I just finished Chuck Palahniuk's Choke. There is so much I love about his writing. The voice he establishes, the rhythm. His incredible humor and his scewed and wonderful mind. Each page, so much to think about. So, this was a great read in a way. On the other hand, I never got absorbed. Not to the point of hating to put it down or needing to pick it up. The characters are wonderful. Wonderful. The scenes in colonial dunsboro were maybe my favorites. As well as the nursing home scenes. I guess it's a tie between them. Oh, but my absolute FAVORITE is the scene where he is trying to fuck a woman with a rape fantasy who has so many rules about how it needs to be done. It was one of the funniest things I've ever read.

But, like I said, I never got caught up in the plot. On the other hand, I started this book weeks ago. I usually go through novels pretty quickly, but with all the work I had to do last month, many days would go by without me touching it. I might have gotten more into it if I had kept up the momentum.

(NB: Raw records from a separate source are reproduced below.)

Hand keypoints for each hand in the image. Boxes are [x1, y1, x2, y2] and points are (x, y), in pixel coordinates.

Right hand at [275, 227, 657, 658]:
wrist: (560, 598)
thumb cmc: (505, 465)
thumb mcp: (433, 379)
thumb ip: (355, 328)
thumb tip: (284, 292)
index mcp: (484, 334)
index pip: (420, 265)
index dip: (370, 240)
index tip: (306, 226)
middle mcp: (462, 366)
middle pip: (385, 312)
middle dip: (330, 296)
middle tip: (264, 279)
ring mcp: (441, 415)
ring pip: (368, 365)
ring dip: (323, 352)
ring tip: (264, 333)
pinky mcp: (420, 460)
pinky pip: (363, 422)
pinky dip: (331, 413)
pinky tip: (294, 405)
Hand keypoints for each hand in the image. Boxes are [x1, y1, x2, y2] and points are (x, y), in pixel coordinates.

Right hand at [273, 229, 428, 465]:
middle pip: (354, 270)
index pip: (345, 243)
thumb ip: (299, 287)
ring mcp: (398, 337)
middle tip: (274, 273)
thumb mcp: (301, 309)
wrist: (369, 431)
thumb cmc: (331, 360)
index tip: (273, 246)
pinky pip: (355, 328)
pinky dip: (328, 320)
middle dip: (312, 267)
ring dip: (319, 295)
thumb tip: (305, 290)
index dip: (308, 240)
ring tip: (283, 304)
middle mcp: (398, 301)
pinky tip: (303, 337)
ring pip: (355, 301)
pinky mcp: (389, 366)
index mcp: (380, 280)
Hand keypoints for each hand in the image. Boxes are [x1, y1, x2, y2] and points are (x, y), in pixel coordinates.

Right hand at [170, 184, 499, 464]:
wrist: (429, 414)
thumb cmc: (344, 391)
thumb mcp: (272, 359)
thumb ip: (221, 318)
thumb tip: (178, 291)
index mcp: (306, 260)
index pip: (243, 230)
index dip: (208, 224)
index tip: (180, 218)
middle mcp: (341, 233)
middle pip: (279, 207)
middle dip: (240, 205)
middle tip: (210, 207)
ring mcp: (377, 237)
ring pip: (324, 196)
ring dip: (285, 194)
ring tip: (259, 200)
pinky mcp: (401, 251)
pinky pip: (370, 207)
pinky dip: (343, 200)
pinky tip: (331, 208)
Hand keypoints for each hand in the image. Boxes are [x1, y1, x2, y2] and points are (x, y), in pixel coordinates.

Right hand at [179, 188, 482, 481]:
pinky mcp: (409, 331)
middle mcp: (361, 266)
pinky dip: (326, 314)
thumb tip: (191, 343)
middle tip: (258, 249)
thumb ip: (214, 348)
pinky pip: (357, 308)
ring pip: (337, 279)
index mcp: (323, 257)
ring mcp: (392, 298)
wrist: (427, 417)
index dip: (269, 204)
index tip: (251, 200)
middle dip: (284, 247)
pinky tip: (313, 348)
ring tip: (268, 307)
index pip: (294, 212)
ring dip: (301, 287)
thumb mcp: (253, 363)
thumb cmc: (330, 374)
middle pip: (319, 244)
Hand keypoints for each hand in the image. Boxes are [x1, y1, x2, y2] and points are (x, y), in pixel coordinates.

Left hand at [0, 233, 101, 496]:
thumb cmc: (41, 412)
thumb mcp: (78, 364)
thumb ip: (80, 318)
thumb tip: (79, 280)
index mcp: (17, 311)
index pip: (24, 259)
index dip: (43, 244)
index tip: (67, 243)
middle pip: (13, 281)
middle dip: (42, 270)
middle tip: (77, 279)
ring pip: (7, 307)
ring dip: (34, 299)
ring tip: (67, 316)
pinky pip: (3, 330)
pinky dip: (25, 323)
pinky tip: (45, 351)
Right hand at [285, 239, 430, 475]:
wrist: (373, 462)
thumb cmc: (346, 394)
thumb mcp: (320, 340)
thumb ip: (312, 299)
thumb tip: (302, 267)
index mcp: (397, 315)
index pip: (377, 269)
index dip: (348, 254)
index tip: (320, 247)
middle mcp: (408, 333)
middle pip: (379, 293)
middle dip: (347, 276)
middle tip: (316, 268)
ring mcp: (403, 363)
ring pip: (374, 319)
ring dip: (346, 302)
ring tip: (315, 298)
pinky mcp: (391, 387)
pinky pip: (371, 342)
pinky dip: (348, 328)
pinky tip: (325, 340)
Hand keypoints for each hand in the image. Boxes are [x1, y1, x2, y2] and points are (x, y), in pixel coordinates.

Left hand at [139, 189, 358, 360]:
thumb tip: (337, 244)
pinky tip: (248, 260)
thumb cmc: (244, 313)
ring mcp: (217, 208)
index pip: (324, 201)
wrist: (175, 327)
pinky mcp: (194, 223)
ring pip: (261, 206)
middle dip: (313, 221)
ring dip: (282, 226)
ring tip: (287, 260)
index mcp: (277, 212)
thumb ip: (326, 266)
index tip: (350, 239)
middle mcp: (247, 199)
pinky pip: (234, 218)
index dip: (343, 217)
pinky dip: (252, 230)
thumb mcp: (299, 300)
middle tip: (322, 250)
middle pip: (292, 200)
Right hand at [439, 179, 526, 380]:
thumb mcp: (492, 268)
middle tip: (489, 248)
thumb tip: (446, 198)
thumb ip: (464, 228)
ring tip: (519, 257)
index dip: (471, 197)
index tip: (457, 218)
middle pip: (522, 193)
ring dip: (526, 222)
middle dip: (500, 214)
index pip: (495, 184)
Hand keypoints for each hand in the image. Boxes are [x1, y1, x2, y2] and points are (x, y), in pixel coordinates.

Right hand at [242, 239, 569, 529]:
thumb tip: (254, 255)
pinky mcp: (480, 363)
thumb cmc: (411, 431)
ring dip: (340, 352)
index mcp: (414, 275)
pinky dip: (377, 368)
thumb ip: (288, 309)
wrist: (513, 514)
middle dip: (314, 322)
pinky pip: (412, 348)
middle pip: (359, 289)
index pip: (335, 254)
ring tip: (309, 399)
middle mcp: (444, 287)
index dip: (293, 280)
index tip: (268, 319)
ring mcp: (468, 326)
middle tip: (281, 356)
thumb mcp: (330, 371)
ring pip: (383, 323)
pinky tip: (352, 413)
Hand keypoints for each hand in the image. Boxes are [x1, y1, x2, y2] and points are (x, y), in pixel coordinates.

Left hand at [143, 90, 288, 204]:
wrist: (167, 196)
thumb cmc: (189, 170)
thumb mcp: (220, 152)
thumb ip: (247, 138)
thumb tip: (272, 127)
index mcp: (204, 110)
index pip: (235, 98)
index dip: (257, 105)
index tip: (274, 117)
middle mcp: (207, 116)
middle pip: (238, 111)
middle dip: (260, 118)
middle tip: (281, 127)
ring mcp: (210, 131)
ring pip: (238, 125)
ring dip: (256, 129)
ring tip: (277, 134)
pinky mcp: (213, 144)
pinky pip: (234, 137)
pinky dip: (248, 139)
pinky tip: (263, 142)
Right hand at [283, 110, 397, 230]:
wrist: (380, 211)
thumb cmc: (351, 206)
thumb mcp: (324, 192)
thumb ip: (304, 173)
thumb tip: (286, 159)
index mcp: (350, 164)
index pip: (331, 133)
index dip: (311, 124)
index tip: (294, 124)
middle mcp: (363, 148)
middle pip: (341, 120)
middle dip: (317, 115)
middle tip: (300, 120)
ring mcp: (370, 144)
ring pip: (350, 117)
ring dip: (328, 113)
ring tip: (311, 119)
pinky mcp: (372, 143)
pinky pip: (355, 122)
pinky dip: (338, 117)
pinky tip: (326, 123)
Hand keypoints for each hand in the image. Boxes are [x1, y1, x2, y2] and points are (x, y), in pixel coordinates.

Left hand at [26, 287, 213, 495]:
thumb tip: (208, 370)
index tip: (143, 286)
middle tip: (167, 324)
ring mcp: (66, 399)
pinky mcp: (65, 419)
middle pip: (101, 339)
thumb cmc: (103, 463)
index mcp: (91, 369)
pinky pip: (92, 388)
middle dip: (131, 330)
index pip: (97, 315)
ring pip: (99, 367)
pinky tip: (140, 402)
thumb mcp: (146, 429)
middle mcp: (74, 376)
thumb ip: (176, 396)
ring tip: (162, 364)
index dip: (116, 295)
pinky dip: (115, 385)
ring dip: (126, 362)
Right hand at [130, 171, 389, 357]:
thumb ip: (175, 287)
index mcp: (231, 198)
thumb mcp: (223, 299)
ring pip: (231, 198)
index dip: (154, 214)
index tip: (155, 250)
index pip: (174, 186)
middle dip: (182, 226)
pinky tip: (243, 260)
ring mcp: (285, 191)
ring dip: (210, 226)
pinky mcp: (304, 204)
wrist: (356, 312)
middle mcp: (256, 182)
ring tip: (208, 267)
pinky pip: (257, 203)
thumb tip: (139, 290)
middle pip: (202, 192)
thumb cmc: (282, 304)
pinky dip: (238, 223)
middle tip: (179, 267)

Here are some random and not necessarily typical excerpts:

For one flash, the Mommy had seen the mountain without thinking of logging and ski resorts and avalanches, managed wildlife, plate tectonic geology, microclimates, rain shadow or yin-yang locations. She'd seent he mountain without the framework of language. Without the cage of associations. She'd seen it without looking through the lens of everything she knew was true about mountains.

What she'd seen in that flash wasn't even a "mountain". It wasn't a natural resource. It had no name.

"That's the big goal," she said. "To find a cure for knowledge."

And:

Every rock is a day Denny doesn't waste. Smooth river ganite. Blocky dark basalt. Every rock is a little tombstone, a little monument to each day where the work most people do just evaporates or expires or becomes instantly outdated the moment it's done. I don't mention this stuff to the reporter, or ask him what happens to his work the moment after it goes out on the air. Airs. Is broadcast. evaporates. Gets erased. In a world where we work on paper, where we exercise on machines, where time and effort and money passes from us with so little to show for it, Denny gluing rocks together seems normal.